Task brief »
Which of the lines below include the word "this"? Pull each one out.

Records shown »
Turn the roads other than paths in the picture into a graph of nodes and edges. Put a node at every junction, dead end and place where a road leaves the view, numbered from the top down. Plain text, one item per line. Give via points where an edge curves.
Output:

---

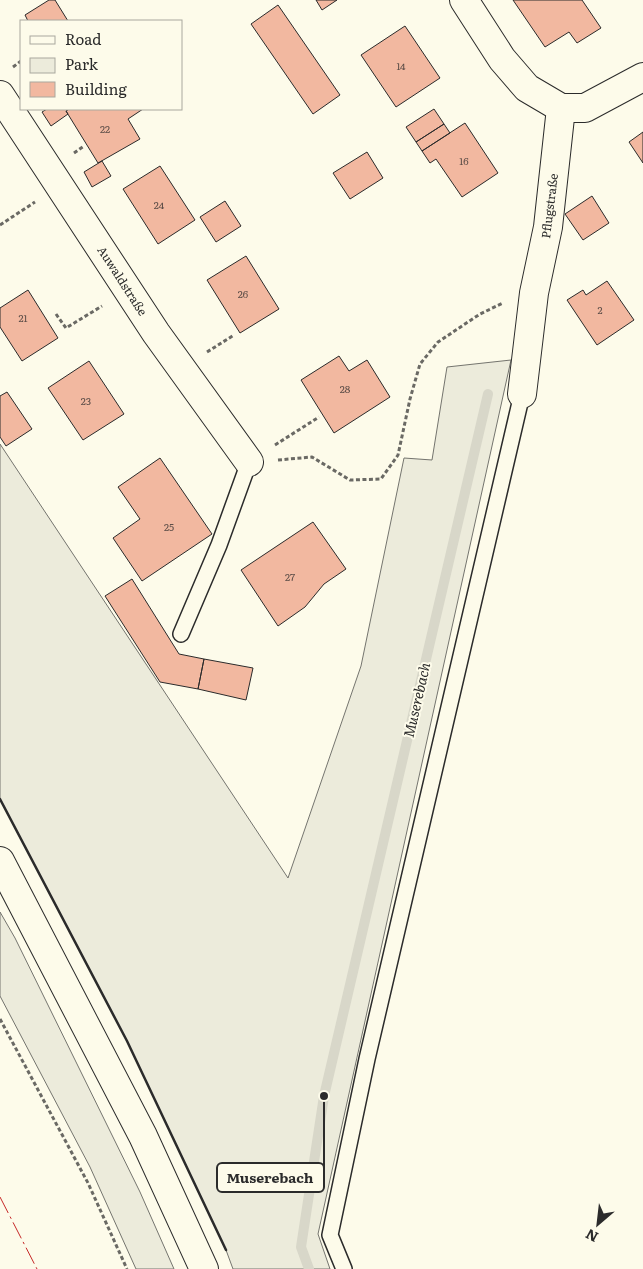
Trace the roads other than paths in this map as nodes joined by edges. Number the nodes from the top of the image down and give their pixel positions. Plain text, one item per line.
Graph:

--

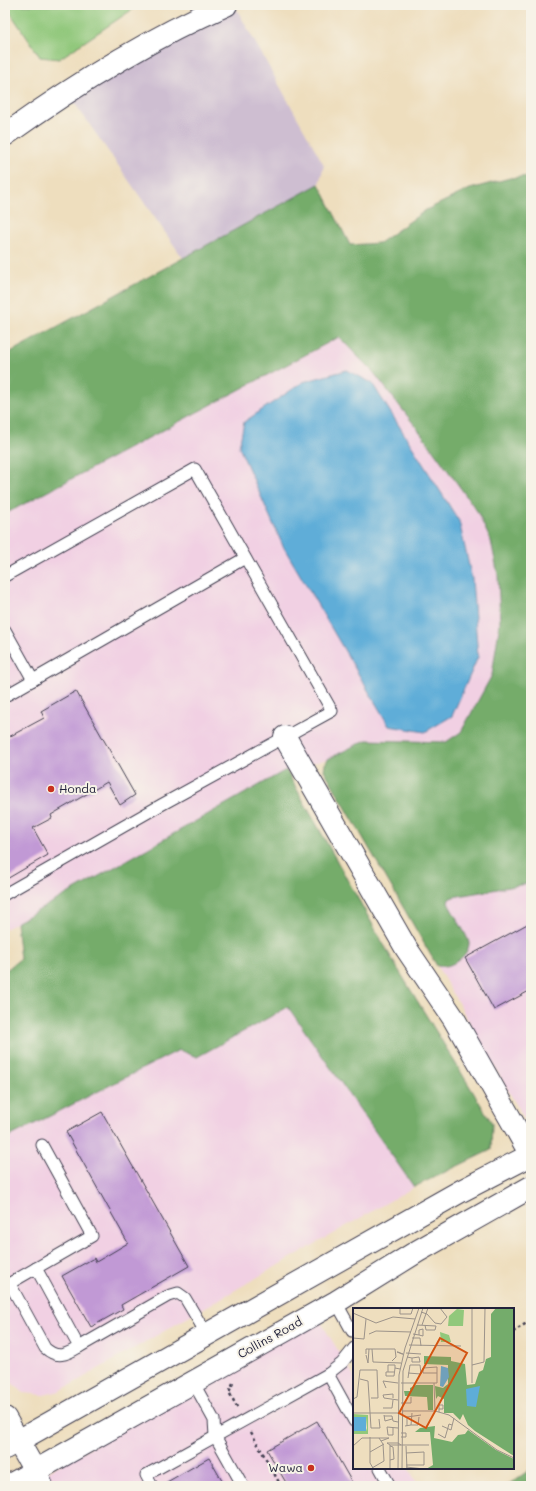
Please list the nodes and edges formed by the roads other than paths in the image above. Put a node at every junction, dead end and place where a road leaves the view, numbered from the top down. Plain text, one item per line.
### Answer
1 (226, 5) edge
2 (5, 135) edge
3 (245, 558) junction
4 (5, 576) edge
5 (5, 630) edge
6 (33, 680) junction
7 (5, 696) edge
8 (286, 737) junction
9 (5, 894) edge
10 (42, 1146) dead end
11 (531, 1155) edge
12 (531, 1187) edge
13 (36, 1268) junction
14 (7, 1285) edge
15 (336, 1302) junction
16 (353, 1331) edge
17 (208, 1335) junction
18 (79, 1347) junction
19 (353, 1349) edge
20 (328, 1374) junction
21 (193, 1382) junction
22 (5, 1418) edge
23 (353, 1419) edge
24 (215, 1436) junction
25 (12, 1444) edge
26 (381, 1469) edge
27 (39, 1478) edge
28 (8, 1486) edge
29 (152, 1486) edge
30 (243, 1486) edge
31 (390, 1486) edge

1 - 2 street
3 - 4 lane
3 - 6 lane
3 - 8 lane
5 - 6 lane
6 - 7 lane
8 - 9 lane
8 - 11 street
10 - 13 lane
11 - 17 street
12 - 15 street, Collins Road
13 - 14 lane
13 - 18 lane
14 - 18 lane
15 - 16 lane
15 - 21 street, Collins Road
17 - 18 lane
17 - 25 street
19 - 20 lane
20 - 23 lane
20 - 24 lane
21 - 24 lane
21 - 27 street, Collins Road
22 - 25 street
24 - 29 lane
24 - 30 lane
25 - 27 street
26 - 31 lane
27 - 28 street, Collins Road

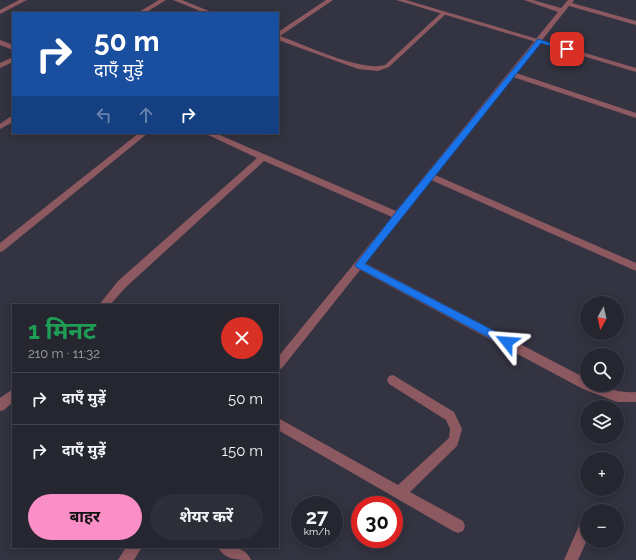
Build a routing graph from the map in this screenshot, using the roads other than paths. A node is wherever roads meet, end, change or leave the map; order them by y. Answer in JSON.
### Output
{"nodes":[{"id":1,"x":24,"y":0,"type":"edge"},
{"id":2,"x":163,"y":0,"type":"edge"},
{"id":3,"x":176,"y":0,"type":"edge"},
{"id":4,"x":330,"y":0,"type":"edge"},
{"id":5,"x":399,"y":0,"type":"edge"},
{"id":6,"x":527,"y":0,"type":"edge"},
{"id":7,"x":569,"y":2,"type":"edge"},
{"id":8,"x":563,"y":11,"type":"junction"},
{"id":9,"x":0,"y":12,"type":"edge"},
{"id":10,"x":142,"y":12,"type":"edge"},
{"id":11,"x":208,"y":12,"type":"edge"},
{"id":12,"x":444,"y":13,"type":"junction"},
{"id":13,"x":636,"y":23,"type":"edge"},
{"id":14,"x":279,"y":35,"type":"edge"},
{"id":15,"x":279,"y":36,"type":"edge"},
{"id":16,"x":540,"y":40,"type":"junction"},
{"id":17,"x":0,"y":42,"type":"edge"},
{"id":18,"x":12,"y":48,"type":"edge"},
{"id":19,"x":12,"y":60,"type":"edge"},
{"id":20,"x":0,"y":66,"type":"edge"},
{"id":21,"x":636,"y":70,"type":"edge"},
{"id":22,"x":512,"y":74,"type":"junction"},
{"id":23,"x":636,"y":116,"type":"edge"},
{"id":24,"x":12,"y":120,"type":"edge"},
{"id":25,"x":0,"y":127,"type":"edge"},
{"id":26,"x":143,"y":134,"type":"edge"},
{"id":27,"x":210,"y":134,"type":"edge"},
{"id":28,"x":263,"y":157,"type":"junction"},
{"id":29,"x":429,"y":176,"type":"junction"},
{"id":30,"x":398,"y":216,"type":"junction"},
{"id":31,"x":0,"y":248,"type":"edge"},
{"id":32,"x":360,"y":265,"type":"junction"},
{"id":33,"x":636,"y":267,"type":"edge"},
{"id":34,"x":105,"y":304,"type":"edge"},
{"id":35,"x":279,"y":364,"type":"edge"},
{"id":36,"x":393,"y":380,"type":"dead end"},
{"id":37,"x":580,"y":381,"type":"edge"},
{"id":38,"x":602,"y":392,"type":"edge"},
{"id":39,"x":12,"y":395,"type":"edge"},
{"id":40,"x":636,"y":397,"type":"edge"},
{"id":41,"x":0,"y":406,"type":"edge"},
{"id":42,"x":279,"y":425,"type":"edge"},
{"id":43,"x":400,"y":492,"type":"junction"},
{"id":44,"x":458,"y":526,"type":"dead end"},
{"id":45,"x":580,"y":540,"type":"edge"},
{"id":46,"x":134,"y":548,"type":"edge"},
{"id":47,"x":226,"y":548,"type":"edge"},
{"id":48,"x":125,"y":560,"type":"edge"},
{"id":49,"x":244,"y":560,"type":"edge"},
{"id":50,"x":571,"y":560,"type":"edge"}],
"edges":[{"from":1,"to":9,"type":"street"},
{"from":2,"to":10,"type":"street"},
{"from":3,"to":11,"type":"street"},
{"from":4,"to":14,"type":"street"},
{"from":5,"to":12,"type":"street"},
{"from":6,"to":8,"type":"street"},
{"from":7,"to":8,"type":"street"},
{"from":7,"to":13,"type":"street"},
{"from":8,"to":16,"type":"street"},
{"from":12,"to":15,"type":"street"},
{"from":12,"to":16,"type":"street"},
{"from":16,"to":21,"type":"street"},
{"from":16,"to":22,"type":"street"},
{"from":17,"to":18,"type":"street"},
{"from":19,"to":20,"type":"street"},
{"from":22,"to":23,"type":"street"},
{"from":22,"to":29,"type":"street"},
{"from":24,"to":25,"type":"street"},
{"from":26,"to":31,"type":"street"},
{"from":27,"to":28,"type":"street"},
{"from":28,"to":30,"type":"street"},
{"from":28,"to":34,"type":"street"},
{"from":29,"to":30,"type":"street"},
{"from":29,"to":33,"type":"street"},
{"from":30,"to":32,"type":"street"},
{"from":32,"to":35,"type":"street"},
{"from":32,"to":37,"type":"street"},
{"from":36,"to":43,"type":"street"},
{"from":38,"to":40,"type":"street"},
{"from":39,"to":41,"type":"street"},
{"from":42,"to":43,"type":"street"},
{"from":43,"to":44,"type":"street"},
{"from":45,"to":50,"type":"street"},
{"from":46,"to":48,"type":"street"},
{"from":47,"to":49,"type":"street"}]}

Task result »
Trace the roads other than paths in this map as nodes joined by edges. Number the nodes from the top of the image down and give their pixel positions. Plain text, one item per line.
Build a routing graph from the map in this screenshot, using the roads other than paths. A node is wherever roads meet, end, change or leave the map; order them by y. Answer in JSON.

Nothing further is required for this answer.